修复一个特别模糊的 Haskell 空间泄漏
因此,在从我用来将推文数据分解为 n 元语法的 Haskell 中发挥出最后一点性能后,我遇到了空间泄漏问题。当我进行分析时,GC 使用了大约 60-70% 的进程,并且有大量内存部分专用于拖动。希望当我出错时,一些 Haskell 大师能够提出建议。
{-# LANGUAGE OverloadedStrings, BangPatterns #-}
import Data.Maybe
import qualified Data.ByteString.Char8 as B
import qualified Data.HashMap.Strict as H
import Text.Regex.Posix
import Data.List
import qualified Data.Char as C
isClassChar a = C.isAlphaNum a || a == ' ' || a == '\'' ||
a == '-' || a == '#' || a == '@' || a == '%'
cullWord :: B.ByteString -> B.ByteString
cullWord w = B.map C.toLower $ B.filter isClassChar w
procTextN :: Int -> B.ByteString -> [([B.ByteString],Int)]
procTextN n t = H.toList $ foldl' ngram H.empty lines
where !lines = B.lines $ cullWord t
ngram tr line = snd $ foldl' breakdown (base,tr) (B.split ' ' line)
base = replicate (n-1) ""
breakdown :: ([B.ByteString], H.HashMap [B.ByteString] Int) -> B.ByteString -> ([B.ByteString],H.HashMap [B.ByteString] Int)
breakdown (st@(s:ss),tree) word =
newStack `seq` expandedWord `seq` (newStack,expandedWord)
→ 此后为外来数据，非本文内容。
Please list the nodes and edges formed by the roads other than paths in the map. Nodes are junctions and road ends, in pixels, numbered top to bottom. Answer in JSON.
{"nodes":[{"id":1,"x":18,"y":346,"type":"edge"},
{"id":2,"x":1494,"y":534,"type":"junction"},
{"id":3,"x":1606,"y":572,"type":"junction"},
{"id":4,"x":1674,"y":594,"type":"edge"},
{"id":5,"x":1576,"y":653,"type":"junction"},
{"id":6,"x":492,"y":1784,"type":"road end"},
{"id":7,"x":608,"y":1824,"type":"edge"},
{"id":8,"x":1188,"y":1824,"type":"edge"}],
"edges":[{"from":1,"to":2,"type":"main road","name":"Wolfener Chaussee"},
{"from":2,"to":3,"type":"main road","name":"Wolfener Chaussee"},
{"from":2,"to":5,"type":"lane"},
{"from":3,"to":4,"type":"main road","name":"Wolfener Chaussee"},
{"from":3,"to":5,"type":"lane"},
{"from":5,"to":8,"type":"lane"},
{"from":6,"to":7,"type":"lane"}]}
where newStack = ss ++ [word]
expandedWord = updateWord (st ++ [word]) tree
updateWord :: [B.ByteString] -> H.HashMap [B.ByteString] Int -> H.HashMap [B.ByteString] Int
updateWord w h = H.insertWith (+) w 1 h
main = do
test2 <- B.readFile "canewobble"
print $ filter (\(a,b) -> b > 100) $
sortBy (\(a,b) (c,d) -> compare d b) $ procTextN 3 test2
如果你对这篇内容有疑问,欢迎到本站社区发帖提问 参与讨论,获取更多帮助,或者扫码二维码加入 Web 技术交流群。
绑定邮箱获取回复消息
由于您还没有绑定你的真实邮箱,如果其他用户或者作者回复了您的评论,将不能在第一时间通知您!
发布评论
评论(1)
一项小的优化是在排序之前过滤数据(使用
HashMap.filter
)。这帮助我将最终执行时间缩短了 2 秒。我所做的另一件事是使用序列(Data.Sequence
)而不是列表(没有明显区别:-( )。我的版本可以在 这里。查看堆配置文件,我认为您的程序中没有空间泄漏:
你只是在内存中构建了一个相当大的哈希表(377141 个键值对),然后将其丢弃经过一番处理后。根据 Johan 的帖子,这个大小的哈希表大约需要。 5*N + 4*(N-1) 个字 = 3394265*4 字节 ~= 13 MiB,这与堆配置文件显示的内容一致。剩余空间由键和值占用。在我的机器上,GC 花费的时间约为 40%,这听起来并不是不合理,因为您不断更新哈希表和临时“堆栈”,同时不对数据进行任何计算量大的操作。由于您需要哈希表的唯一操作是
insertWith
,因此也许最好使用 可变数据结构?更新:我已经使用可变哈希表重写了您的程序。有趣的是,速度差别不大,但内存占用稍好一些:
正如你所看到的,大小块的为哈希表分配的值在整个执行过程中保持不变。
One small optimisation is to filter the data (using
HashMap.filter
) before sorting it. This helped me shave 2s off the final execution time. Another thing I've done was to use sequences (Data.Sequence
) instead of lists (no noticeable difference :-( ). My version can be found here.Looking at the heap profile, I don't think that there is a space leak in your program:
You're just building a fairly large hash table (377141 key-value pairs) in memory, and then discard it after some processing. According to Johan's post, a hash table of this size takes approx. 5*N + 4*(N-1) words = 3394265*4 bytes ~= 13 MiB, which agrees with what the heap profile shows. The remaining space is taken by the keys and values. On my machine, time spent in GC is around 40%, which doesn't sound unreasonable given that you're constantly updating the hash table and the temporary "stacks", while not doing anything computation-heavy with the data. Since the only operation that you need the hash table for is
insertWith
, perhaps it's better to use a mutable data structure?Update: I've rewritten your program using a mutable hash table. Interestingly, the speed difference is not large, but memory usage is slightly better:
As you can see, the size of the block allocated for the hash table stays constant throughout the execution.